# Quick tip on Pumpkin



## Lauri & The Gang (Jun 28, 2001)

I don't like to waste food. When I need to use some pumpkin for the dogs I take the leftover (I usually only need about 1/8 of the can at a time) and portion it out into small sandwich bags and then toss in the freezer.

Then I can just take out one bag when I need it!


----------



## BucksMom (Aug 13, 2007)

I do the same Lauri...
I never waste anything. I have a Fridge/Freeze that is deadicated to my furkids treats, food, meds anything dog related. LOL


----------



## mwaters (Jul 24, 2009)

Question: I read on another website that the pumpkin I give the furbabies should NOT be the pie filling canned type. That's the only one I found at the store. Is there another type I should look for? Please advise, thanks all.


----------



## BowWowMeow (May 7, 2007)

It also makes a great summer treat. Just spoon some into an ice cube tray and mix with water or yogurt and then you have little doggie ice cream. 

And the pumpkin you want is just plain pureed pumpkin, nothing else in it.


----------



## Anja1Blue (Feb 27, 2008)

You want the can that says "pure pumpkin" on the label - no other ingredients. Kuner and Libby are two of the brands which make it this way. I get mine from Safeway.

______________________________________
Susan

Anja GSD
Conor GSD - adopted from this Board
Blue GSD - waiting at the Bridge


----------



## elisabeth_00117 (May 17, 2009)

We do the same here too!

They LOVE the frozen pumpkin treats! We mix yougurt and water in it too! Our vet back home recommened this YEARS ago.


----------



## acurajane (May 21, 2008)

Never thought of tht. woohoo I needed to make a trip to the store anyway. I will add that on my list


----------



## big_dog7777 (Apr 6, 2004)

Mari,

If you have a Trader Joe's near you they have the plain pumpkin at very reasonable prices.


----------



## JerzeyGSD (Jun 26, 2008)

> Originally Posted By: PanzersmomQuestion: I read on another website that the pumpkin I give the furbabies should NOT be the pie filling canned type. That's the only one I found at the store. Is there another type I should look for? Please advise, thanks all.

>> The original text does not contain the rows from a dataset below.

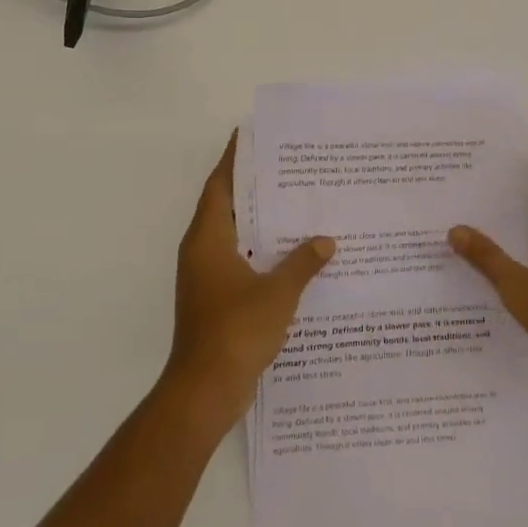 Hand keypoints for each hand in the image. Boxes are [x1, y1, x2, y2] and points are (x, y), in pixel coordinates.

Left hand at [164, 132, 333, 427]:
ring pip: (233, 237)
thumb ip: (303, 262)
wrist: (205, 390)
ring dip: (258, 222)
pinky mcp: (215, 300)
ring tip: (296, 205)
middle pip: (226, 207)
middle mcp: (201, 252)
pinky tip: (292, 255)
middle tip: (287, 168)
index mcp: (208, 240)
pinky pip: (239, 262)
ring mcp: (206, 278)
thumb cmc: (237, 330)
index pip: (219, 186)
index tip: (250, 136)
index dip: (234, 160)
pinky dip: (261, 252)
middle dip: (253, 187)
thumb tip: (325, 240)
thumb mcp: (278, 292) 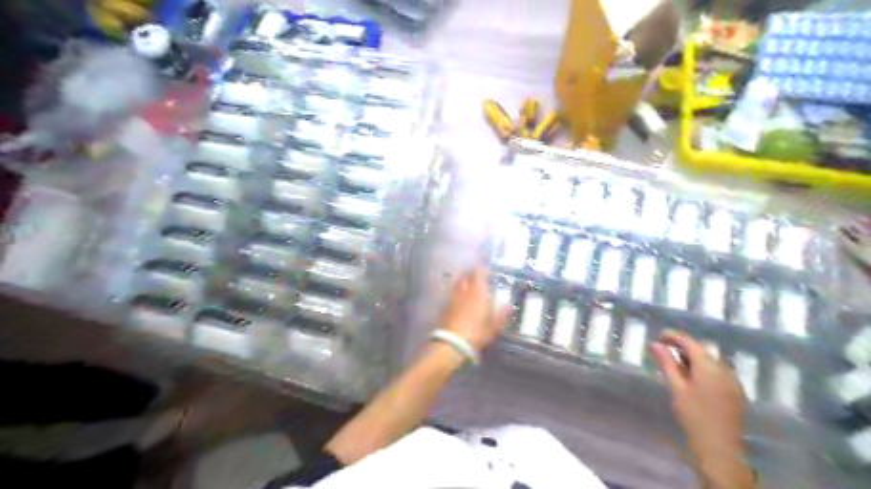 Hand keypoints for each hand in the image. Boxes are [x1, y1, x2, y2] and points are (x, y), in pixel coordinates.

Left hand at [440, 268, 511, 351]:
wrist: (452, 343)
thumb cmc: (476, 332)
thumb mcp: (493, 326)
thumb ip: (501, 314)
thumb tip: (509, 305)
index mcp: (477, 291)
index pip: (478, 272)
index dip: (482, 269)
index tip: (486, 270)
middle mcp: (463, 290)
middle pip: (465, 275)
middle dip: (470, 273)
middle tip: (477, 276)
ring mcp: (452, 297)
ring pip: (456, 283)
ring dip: (462, 281)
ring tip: (467, 285)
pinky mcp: (444, 306)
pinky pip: (451, 294)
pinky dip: (455, 293)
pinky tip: (458, 299)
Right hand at [654, 332, 749, 470]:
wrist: (719, 448)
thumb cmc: (693, 416)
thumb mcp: (676, 387)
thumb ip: (666, 363)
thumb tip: (655, 344)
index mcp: (709, 366)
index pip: (690, 342)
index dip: (673, 336)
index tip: (658, 336)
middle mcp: (724, 369)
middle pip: (701, 350)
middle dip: (682, 347)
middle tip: (663, 351)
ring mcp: (732, 381)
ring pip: (710, 361)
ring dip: (692, 358)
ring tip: (674, 364)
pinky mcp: (735, 392)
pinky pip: (717, 372)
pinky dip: (702, 369)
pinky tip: (691, 378) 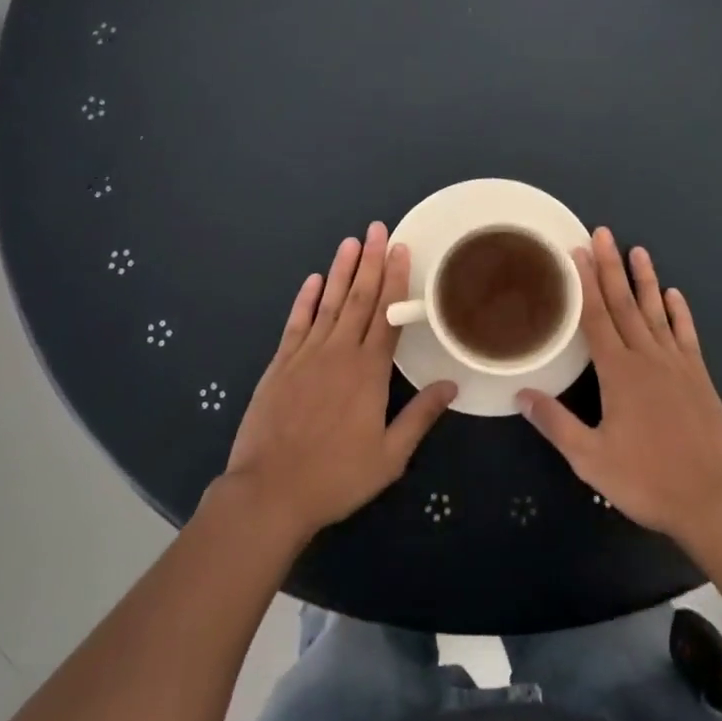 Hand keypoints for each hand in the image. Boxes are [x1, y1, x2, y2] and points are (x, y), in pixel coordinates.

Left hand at [223, 223, 457, 543]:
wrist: (270, 492)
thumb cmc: (336, 477)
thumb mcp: (389, 456)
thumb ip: (420, 416)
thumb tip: (451, 386)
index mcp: (370, 373)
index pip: (388, 316)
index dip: (397, 280)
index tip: (402, 249)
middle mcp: (340, 353)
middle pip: (360, 299)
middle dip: (371, 261)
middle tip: (378, 228)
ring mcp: (307, 356)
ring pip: (329, 303)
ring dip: (342, 271)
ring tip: (351, 241)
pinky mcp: (280, 364)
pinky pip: (296, 323)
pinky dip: (306, 299)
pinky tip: (314, 279)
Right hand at [517, 228, 721, 544]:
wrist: (715, 500)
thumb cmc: (647, 480)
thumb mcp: (591, 458)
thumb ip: (556, 424)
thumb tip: (521, 394)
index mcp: (618, 373)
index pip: (595, 317)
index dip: (584, 284)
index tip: (576, 252)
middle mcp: (647, 358)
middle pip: (624, 304)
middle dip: (610, 267)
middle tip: (602, 233)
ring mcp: (677, 365)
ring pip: (656, 313)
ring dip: (645, 280)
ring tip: (638, 250)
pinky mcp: (700, 378)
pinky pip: (686, 336)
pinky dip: (680, 313)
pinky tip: (675, 294) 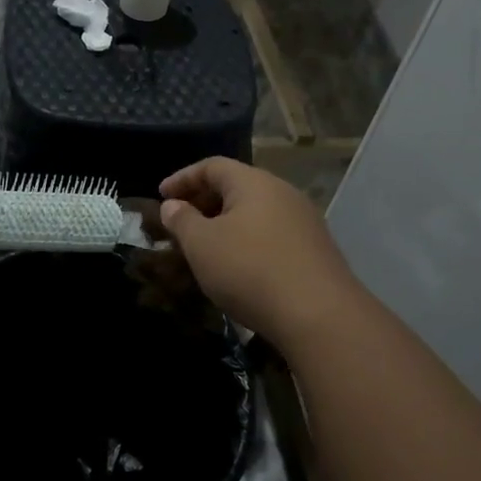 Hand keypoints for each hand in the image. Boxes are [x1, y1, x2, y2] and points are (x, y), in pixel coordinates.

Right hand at [158, 157, 361, 344]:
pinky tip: (238, 266)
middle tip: (180, 223)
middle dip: (204, 201)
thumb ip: (182, 221)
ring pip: (255, 212)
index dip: (183, 178)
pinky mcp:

Yeah, I went to get pumpkin for the first time last week and was unsure about it as well. The canned pumpkin I got _was_ pie filling but, in the ingredients list, it had only pumpkin without any added spices. It was right next to the pre-made pumpkin filling with the spices already added. It's a bit confusing but, yeah, it says pie filling but just check the ingredients to be sure that it's only pumpkin.


----------



## mwaters (Jul 24, 2009)

Ok, the one I picked up was Libby's. I'll have to read the label when I get home. The pups love it with the plain, non-fat yogurt. I'll have to try the frozen treats as well, the pups would love it.


----------



## mwaters (Jul 24, 2009)

Ok, I checked it when I went home for lunch, it is "Pumpkin only", so I think I'm "good to go". Now this morning Becca threw up a yellow fluid, so I'm going to watch her tonight with the chicken. Maybe she'll get smaller portions tonight.


----------



## Castlemaid (Jun 29, 2006)

Mari, the yellow fluid is most likely bile. Dogs will often throw up a bit when their stomach is empty. Nothing to worry about. One thing you can do is to give Becca a little snack at bedtime, or give her something as soon as she wakes up in the morning.


----------



## mwaters (Jul 24, 2009)

Ok, I'll try that tonight! Maybe a little frozen pumpkin.


----------